Derrick Rose lay on the United Center floor, clutching his knee, grimacing in obvious discomfort. One season-ending injury to the OTHER knee and one trade of all-around iron man Luol Deng later, and the writing seemed to be on the wall for the dismantling of this Chicago Bulls core; the core that was supposed to stand as one of the only obstacles to LeBron James and the super friends running roughshod over the legacy of Michael Jordan… the legacy of the 1990s Chicago Bulls. But someone forgot to tell Chicago.
Rather than throwing in the towel, the Bulls have rallied around coach Tom Thibodeau and emotional juggernaut Joakim Noah, en route to a nearly-guaranteed fourth spot in the playoffs and a first round home series. While the Bulls look to be too undermanned and outgunned to advance past the second round of the playoffs, the foundation that looked to be in disarray is actually rock solid. Joakim Noah is as solid of a supporting star as you could ask for, and Tom Thibodeau just wins, no matter what you throw at him. Throw in the return of former MVP Derrick Rose, in whatever form that may be, and the Bulls remain a legitimate title contender for years to come. But they are still missing that one piece that will put them over the top… that one X-factor player that can remove the weight from the shoulders of a man who literally doesn’t have a healthy leg to stand on. And with that in mind, we look to the 2014 NBA offseason.
In spite of the brutal winter that Chicago just endured, the Bulls look to be a top free agent destination for the right player. When I say the right player, I am referring to a player that values winning above all else; above the weather, above the income tax rate, and above the need to be the number 1 option on offense. I won’t fault a player for taking the money or the location; at the end of the day you need to do what you need to do to be happy. But for a player like Carmelo Anthony, who will always be known as the player that came after LeBron in the 2003 NBA draft, your legacy in the game is reliant on whether or not you can win a title. If you can’t, then your legacy will be as just another All-Star in the LeBron era.
Anthony has repeatedly said that he wants to retire as a member of the Knicks, and the odds still say that he’ll be returning to the Big Apple next season. But the Knicks can’t offer what Chicago can in terms of the pieces necessary to win a championship.
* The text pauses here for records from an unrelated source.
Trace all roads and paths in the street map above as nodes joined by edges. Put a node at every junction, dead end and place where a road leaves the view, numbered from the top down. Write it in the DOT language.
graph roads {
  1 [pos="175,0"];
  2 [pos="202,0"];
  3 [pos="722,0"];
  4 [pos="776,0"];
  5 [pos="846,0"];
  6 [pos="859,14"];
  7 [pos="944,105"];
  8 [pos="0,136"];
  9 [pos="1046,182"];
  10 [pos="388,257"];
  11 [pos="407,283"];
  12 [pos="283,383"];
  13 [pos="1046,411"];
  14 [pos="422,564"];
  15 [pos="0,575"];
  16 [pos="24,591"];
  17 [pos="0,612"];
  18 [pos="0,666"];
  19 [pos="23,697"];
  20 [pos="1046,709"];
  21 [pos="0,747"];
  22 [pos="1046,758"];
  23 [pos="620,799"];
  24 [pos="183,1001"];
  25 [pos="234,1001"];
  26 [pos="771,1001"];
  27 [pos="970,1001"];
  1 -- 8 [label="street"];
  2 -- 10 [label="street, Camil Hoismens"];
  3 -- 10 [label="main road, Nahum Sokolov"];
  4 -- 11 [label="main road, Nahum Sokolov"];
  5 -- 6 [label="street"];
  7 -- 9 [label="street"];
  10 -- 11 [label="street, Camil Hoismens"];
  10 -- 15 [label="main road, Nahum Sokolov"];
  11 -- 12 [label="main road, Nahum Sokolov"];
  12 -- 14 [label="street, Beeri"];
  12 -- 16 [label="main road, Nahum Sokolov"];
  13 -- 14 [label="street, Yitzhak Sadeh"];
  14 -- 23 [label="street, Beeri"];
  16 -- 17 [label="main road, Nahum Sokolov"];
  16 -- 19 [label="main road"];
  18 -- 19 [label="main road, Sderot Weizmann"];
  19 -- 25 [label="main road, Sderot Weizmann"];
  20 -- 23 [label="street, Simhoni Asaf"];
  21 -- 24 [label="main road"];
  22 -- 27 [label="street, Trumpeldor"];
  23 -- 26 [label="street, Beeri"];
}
New York is buried beneath the albatross contracts of Amare Stoudemire, Tyson Chandler, and J.R. Smith, and they have a virtually guaranteed lame duck coach in Mike Woodson. New York will always be a premium free agent destination, so a quick overhaul in the vein of the Brooklyn Nets isn’t out of the question either. On the other hand, Chicago has the flexibility required to clear cap space quickly to accommodate Anthony’s max or near-max contract, and they can still retain a premier supporting cast to go to war with for the remainder of Anthony’s prime.
The Bulls would have to do some shuffling to accommodate Anthony’s $20 million salary, however. Boozer and his $16 million are as good as gone, and the Bulls will then have to choose between bringing over the European superstar Nikola Mirotic or staying with the emergent Taj Gibson. Mirotic probably gets the call as he is only 23 years old and has a ton of potential, but Gibson’s play will make it difficult to drop him for nothing. Mike Dunleavy would be shipped to allow Tony Snell and his rookie deal to play behind Carmelo. And long-time Bull Kirk Hinrich would either have to sign a veteran’s minimum or find a new team. Even with those moves, the Bulls will be right at the projected cap of $62.1 million (with half a roster still to sign). Chicago is notoriously thrifty, but luring Anthony would almost undoubtedly include a foray into luxury tax territory.
Could Anthony make the move to the Midwest? To do so, he would be leaving roughly $30 million on the table to leave New York, but he has plenty of money. The one thing he doesn’t have is a championship, and a core of Derrick Rose, Carmelo Anthony, Joakim Noah, Jimmy Butler, Nikola Mirotic, and coach Tom Thibodeau is better than anything New York or even the Lakers could offer him. If Anthony steps back and looks at this decision objectively, and he truly wants to win a title more than anything else, then the choice becomes clear. Anthony should be suiting up at small forward for the Chicago Bulls in the 2014-2015 season.